Ho cominciato a frequentare il carcere nove anni fa, in modo abbastanza casuale. Mi fu chiesto di fare due lezioni di montaggio a un corso di formazione professionale per video-editor e operatori che si teneva a San Vittore. Doveva essere una cosa una tantum, ma l'impatto con il gruppo dei detenuti che frequentava quel corso fu così forte che chiesi un permesso da volontario e da allora continuo a lavorare "dentro".

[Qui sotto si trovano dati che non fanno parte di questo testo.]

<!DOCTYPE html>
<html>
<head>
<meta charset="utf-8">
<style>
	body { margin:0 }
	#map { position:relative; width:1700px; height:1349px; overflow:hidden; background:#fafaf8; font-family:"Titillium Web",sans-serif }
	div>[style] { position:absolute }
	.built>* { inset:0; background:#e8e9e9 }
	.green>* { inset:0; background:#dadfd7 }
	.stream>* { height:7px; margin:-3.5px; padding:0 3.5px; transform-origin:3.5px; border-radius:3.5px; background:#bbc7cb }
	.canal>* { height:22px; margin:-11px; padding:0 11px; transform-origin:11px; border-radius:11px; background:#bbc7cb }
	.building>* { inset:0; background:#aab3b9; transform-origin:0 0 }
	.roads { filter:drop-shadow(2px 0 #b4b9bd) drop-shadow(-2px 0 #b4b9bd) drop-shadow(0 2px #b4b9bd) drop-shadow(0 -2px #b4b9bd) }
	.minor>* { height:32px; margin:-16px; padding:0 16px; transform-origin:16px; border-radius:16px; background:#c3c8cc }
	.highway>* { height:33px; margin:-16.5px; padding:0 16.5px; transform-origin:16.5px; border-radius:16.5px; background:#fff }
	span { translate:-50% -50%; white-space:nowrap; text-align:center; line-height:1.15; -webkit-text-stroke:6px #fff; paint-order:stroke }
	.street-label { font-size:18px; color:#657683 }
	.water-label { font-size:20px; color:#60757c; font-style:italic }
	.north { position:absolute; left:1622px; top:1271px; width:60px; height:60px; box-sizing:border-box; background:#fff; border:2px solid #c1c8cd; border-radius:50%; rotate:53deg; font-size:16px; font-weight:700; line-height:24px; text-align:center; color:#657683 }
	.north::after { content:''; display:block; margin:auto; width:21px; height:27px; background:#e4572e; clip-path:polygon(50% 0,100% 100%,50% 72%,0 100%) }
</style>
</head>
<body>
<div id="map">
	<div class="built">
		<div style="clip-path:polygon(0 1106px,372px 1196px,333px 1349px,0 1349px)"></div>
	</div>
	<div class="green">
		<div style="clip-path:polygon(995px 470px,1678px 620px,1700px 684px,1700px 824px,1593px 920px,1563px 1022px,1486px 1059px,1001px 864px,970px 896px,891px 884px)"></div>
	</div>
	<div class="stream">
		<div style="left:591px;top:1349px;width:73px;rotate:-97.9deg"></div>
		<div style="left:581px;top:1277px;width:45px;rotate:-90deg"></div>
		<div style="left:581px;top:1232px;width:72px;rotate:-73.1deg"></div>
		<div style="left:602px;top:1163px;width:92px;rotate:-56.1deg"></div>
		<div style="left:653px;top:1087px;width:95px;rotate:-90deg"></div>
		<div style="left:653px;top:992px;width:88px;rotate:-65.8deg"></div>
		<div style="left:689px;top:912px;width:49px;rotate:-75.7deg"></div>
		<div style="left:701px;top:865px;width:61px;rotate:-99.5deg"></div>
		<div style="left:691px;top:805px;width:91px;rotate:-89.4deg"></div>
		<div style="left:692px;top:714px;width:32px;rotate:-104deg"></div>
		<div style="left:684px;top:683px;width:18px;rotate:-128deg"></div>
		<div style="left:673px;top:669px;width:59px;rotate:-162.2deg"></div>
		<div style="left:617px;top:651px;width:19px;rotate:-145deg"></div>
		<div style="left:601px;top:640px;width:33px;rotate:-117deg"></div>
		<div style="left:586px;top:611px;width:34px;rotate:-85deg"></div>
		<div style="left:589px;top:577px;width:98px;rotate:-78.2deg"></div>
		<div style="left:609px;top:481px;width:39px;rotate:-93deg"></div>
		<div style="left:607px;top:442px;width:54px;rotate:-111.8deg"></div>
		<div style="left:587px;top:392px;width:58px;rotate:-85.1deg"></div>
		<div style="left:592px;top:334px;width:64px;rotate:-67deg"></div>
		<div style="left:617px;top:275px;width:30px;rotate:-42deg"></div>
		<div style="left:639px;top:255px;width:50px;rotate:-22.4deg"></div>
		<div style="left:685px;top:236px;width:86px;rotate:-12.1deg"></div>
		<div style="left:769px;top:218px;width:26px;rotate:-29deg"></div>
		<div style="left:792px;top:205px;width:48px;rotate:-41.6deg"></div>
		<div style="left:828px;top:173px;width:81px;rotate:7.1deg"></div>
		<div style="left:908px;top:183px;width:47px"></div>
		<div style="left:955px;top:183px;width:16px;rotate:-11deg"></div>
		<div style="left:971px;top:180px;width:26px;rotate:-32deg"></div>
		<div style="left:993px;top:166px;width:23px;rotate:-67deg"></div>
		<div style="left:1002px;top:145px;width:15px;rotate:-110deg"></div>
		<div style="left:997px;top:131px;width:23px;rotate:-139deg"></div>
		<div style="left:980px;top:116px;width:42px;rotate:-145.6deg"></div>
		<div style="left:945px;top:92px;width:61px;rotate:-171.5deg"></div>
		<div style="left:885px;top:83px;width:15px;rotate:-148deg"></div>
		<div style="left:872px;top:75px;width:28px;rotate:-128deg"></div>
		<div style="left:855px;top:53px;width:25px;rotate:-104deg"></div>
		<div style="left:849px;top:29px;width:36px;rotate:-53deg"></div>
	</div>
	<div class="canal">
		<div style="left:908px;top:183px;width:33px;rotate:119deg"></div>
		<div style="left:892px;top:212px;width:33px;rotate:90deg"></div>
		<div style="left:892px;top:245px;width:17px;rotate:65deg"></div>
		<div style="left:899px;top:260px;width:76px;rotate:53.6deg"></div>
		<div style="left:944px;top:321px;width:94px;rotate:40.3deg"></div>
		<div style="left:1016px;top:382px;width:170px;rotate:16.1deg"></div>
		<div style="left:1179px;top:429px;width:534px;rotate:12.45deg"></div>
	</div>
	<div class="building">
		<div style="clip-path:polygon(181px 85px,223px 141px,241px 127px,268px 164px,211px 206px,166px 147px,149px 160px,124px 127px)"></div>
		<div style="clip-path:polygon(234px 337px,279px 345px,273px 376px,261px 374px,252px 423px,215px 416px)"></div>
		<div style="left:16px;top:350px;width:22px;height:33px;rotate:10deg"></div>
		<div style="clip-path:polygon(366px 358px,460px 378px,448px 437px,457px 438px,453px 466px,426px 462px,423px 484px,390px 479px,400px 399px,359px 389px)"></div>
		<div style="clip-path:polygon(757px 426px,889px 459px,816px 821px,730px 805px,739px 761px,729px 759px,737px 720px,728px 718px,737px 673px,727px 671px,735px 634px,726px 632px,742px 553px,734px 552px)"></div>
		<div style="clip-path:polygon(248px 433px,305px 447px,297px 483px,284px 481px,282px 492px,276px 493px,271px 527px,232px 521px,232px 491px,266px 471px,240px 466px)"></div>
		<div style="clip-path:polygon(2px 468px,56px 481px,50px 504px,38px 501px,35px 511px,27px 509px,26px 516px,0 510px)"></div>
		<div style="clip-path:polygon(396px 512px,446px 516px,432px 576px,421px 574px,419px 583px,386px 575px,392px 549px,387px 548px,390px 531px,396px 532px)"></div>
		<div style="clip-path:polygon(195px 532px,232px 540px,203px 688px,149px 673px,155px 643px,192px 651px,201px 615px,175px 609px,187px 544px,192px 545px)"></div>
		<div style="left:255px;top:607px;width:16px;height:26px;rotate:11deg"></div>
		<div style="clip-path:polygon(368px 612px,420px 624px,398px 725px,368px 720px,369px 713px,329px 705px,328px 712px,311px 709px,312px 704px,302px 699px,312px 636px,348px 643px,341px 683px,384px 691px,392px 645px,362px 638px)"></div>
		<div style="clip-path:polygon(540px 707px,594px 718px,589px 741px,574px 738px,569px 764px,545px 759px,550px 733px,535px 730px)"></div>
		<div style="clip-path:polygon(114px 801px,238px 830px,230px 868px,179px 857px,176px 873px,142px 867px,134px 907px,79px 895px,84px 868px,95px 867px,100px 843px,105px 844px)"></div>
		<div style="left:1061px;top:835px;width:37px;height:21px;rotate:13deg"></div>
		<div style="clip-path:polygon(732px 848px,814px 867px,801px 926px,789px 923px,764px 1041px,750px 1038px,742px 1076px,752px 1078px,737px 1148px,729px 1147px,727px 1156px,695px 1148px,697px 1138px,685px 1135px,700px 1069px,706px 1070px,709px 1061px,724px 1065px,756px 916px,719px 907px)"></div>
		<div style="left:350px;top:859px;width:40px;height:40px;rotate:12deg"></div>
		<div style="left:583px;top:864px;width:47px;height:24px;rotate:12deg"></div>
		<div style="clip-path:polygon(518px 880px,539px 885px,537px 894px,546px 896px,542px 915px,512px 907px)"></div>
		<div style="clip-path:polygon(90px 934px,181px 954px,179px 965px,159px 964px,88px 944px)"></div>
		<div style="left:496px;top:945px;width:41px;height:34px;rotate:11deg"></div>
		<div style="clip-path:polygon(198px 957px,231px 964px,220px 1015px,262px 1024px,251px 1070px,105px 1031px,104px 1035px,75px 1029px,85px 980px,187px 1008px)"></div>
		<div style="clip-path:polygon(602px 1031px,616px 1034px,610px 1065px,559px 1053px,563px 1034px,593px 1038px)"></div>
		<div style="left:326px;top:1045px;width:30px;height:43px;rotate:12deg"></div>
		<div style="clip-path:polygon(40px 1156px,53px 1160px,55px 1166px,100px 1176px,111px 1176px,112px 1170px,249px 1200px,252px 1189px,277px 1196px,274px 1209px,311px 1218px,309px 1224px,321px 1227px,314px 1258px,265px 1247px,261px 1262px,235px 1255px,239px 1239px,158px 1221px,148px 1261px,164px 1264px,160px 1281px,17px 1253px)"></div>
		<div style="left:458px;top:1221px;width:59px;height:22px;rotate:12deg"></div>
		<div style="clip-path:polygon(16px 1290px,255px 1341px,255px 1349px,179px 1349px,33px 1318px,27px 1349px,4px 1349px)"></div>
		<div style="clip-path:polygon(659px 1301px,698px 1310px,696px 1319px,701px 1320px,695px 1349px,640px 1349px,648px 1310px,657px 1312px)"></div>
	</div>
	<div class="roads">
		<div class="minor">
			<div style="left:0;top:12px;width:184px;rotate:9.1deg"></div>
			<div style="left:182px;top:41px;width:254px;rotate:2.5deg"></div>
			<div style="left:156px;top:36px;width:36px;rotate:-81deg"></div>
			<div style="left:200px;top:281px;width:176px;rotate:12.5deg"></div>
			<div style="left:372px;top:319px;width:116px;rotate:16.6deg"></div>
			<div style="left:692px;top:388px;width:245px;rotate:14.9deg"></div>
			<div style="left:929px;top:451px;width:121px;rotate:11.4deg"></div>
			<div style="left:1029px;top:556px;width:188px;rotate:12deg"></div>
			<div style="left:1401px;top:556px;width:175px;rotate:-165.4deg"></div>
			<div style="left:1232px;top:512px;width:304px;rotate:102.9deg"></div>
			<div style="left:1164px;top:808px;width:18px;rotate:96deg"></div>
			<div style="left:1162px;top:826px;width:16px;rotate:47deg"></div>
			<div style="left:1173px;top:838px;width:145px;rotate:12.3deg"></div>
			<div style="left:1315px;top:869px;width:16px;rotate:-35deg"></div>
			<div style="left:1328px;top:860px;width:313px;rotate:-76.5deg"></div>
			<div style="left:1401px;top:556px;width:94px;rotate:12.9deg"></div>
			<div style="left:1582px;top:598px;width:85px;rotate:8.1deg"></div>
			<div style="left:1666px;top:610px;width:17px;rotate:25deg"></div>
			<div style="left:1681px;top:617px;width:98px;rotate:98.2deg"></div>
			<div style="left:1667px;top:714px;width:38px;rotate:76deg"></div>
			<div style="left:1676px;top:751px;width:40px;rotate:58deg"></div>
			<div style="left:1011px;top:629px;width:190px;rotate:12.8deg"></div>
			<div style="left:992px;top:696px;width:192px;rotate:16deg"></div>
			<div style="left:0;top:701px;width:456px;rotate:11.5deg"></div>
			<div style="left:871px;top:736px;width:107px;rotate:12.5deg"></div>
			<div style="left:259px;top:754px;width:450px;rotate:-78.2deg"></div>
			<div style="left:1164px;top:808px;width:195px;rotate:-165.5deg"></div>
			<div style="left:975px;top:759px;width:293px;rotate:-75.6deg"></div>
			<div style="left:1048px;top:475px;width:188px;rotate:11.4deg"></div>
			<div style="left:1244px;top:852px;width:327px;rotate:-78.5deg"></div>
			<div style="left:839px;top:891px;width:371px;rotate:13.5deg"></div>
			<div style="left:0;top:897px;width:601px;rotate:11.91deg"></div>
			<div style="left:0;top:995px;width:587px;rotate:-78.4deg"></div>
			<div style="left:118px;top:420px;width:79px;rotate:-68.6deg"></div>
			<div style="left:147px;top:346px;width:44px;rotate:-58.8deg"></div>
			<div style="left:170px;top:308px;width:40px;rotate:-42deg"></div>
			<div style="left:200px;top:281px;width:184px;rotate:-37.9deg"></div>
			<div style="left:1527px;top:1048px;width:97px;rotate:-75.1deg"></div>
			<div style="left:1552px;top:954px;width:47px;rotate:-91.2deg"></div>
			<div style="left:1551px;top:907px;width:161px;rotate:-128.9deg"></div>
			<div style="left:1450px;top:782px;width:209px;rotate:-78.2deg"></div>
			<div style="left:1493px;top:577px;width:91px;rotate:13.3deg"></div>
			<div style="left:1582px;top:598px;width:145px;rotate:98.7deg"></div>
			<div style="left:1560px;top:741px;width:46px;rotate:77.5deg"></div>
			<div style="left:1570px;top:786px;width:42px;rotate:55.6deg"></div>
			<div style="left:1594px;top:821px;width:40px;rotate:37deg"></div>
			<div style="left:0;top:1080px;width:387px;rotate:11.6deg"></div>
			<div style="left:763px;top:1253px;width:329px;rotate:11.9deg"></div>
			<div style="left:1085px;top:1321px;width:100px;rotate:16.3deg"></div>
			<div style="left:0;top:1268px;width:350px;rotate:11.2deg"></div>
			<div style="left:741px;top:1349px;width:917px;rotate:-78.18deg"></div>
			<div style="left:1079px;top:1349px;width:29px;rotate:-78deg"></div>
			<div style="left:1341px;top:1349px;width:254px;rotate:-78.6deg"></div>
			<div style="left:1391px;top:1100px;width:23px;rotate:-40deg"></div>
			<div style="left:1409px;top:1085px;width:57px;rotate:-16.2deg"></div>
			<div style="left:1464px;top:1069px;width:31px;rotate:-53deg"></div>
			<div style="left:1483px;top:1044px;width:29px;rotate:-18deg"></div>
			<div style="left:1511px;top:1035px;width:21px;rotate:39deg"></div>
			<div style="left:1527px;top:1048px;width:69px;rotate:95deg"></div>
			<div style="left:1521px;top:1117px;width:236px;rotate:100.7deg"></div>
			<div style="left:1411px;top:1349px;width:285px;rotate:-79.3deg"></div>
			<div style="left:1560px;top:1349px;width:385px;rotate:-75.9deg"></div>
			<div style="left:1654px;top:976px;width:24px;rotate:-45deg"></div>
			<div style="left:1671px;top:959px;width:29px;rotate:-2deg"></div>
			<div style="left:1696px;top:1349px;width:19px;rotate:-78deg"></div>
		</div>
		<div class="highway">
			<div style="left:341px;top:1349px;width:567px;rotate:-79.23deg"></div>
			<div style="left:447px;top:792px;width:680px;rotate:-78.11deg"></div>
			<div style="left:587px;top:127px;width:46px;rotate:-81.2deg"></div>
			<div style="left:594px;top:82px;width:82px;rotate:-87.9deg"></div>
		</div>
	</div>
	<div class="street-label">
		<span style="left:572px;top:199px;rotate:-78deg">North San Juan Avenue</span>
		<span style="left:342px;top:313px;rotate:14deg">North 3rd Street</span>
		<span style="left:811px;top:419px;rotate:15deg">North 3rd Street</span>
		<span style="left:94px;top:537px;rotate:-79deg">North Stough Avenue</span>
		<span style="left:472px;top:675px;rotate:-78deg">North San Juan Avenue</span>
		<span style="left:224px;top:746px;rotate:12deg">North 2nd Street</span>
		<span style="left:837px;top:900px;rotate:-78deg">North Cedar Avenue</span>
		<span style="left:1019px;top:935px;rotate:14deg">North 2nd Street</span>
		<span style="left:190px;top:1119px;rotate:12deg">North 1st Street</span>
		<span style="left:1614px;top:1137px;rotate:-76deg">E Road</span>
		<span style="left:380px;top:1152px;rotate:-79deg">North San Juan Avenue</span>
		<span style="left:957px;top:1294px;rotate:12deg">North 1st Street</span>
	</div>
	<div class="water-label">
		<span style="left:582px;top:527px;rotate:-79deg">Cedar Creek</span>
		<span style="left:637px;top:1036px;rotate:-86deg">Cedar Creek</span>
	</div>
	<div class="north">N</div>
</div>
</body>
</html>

Cosa significa "lavorare dentro"?
Beh, formalmente è una specie di laboratorio di audiovisivi, che in certi casi ha portato anche alla realizzazione di lavori importanti, come Fine amore: mai, un documentario sulla sessualità in carcere del 2002, che ha girato anche per i festival. Altre volte produce piccole cose, cortometraggi o documentari, a "uso interno". Qualche volta abbiamo anche scritto delle sceneggiature. Ma soprattutto per me questo lavoro ha un significato umano. Credo che noi liberi viviamo in un mondo di plastica e di finta autodeterminazione. La brutalità della galera, invece, ti pone in una situazione limite in cui un uomo deve fare i conti con se stesso (tanto è vero che qualcuno non ce la fa e si suicida: sono circa cinquanta all'anno, in Italia). Da questa condizione nasce un'energia talvolta negativa, ma affascinante, se sai riconoscerla. E se vai dentro con onestà, non per fare il missionario o per salvare qualcuno, impari tante cose quante ne lasci lì. Alla fine il complimento più bello che puoi sentirti fare è che "sei uno di loro", come spesso mi hanno detto, anche se so benissimo che siamo profondamente diversi. Sostanzialmente, la galera può essere una grande scuola di umanità, nel bene e nel male, fuori da ogni romanticismo. (…)
Qual è stata la sua relazione con i detenuti-attori?
Innanzitutto devo dire che per anni ci siamo frequentati nei termini che dicevo sopra. Non si parlava certo di fare un film "vero". Questo tempo insieme ci è servito per costruire un rapporto di fiducia, così quando abbiamo girato non si è trattato della classica operazione da cinema "mordi e fuggi", ma il film si è inserito in una relazione personale di lunga data, anche con il personale penitenziario e con la direzione. Anzi, vorrei aggiungere che una delle scoperte di questi anni sono stati i direttori di carcere e - spesso - i loro agenti. Fuori dal luogo comune del "carceriere", i direttori sono intellettuali che gestiscono situazioni sempre al limite del collasso con un'intelligenza e una capacità degne di ammirazione assoluta. Insomma, quando abbiamo girato c'era una condizione generale di grande positività da parte di tutti e anche la contaminazione tra la troupe (pressoché nessuno era mai stato dentro) e i detenuti ha funzionato da stimolo per tutti.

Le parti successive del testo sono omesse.